■ Recorded information

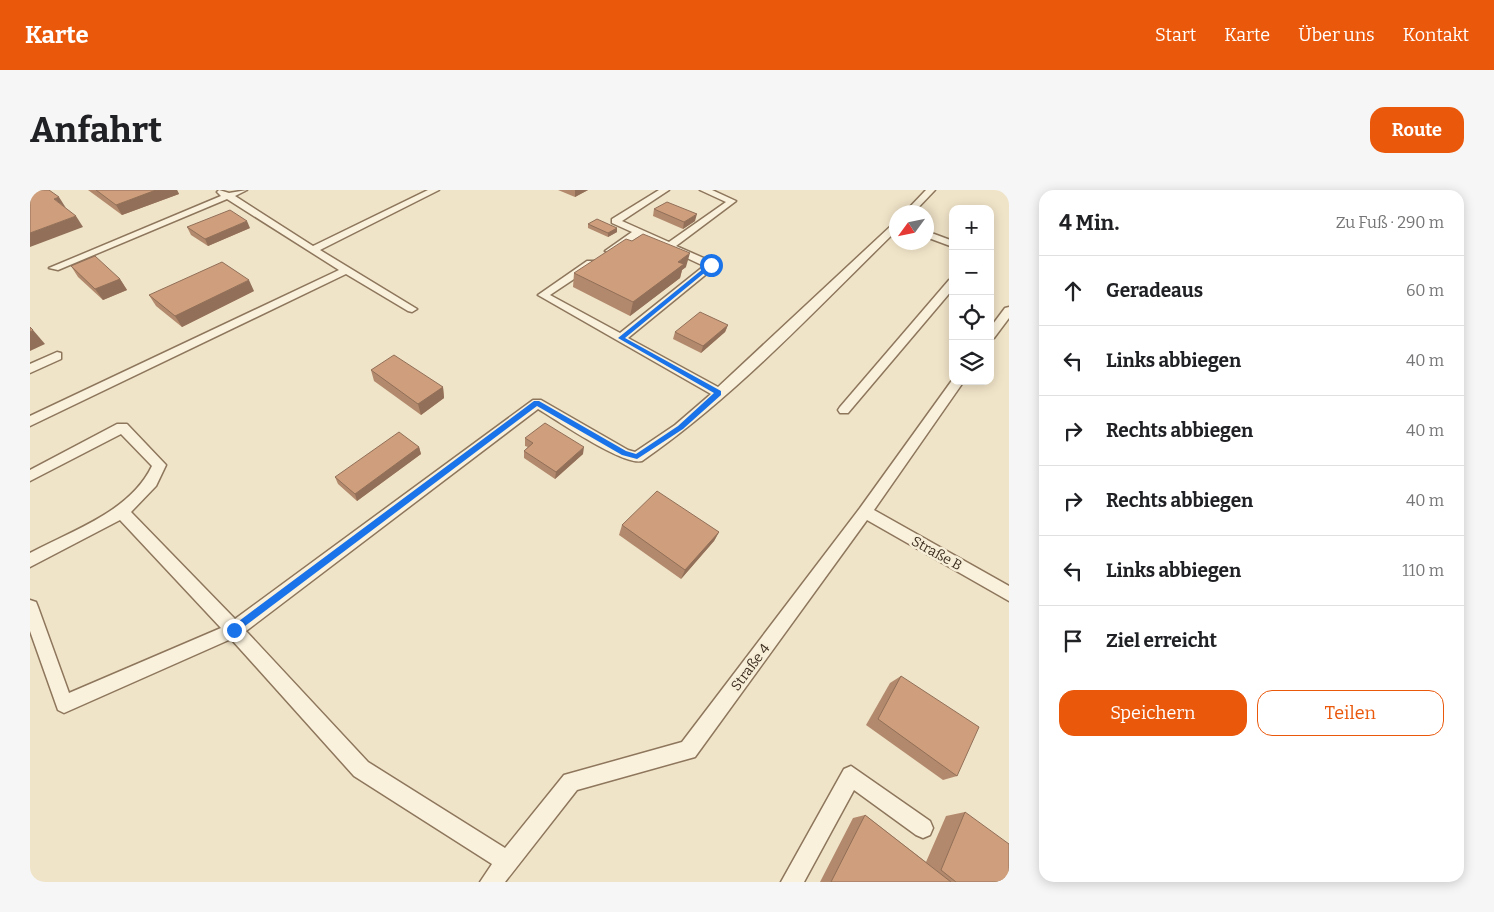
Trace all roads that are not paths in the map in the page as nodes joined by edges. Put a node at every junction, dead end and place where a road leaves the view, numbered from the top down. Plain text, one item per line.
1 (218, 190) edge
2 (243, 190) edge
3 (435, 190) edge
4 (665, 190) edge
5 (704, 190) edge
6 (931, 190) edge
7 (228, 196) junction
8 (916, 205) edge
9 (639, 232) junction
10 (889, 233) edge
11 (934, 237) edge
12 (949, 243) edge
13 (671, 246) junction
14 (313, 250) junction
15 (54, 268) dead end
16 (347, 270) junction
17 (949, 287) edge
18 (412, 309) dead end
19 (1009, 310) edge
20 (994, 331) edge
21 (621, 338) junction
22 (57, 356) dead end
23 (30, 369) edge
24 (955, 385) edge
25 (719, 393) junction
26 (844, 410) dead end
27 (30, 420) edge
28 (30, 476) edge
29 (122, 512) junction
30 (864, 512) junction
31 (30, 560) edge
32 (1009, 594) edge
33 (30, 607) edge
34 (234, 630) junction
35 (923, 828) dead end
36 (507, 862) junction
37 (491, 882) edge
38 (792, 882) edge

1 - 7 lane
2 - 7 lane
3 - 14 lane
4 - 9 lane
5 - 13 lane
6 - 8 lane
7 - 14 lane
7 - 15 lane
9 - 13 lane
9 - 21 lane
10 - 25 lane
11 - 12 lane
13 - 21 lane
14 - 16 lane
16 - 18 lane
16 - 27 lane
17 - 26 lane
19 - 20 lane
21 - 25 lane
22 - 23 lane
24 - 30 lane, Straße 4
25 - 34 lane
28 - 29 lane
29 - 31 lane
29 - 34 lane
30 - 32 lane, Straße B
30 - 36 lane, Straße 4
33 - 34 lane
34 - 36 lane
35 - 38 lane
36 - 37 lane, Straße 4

■ Problem to work on
Scan the listing above. Collect all lines with the word "Straße".

■ Task output
24 - 30 lane, Straße 4
30 - 32 lane, Straße B
30 - 36 lane, Straße 4
36 - 37 lane, Straße 4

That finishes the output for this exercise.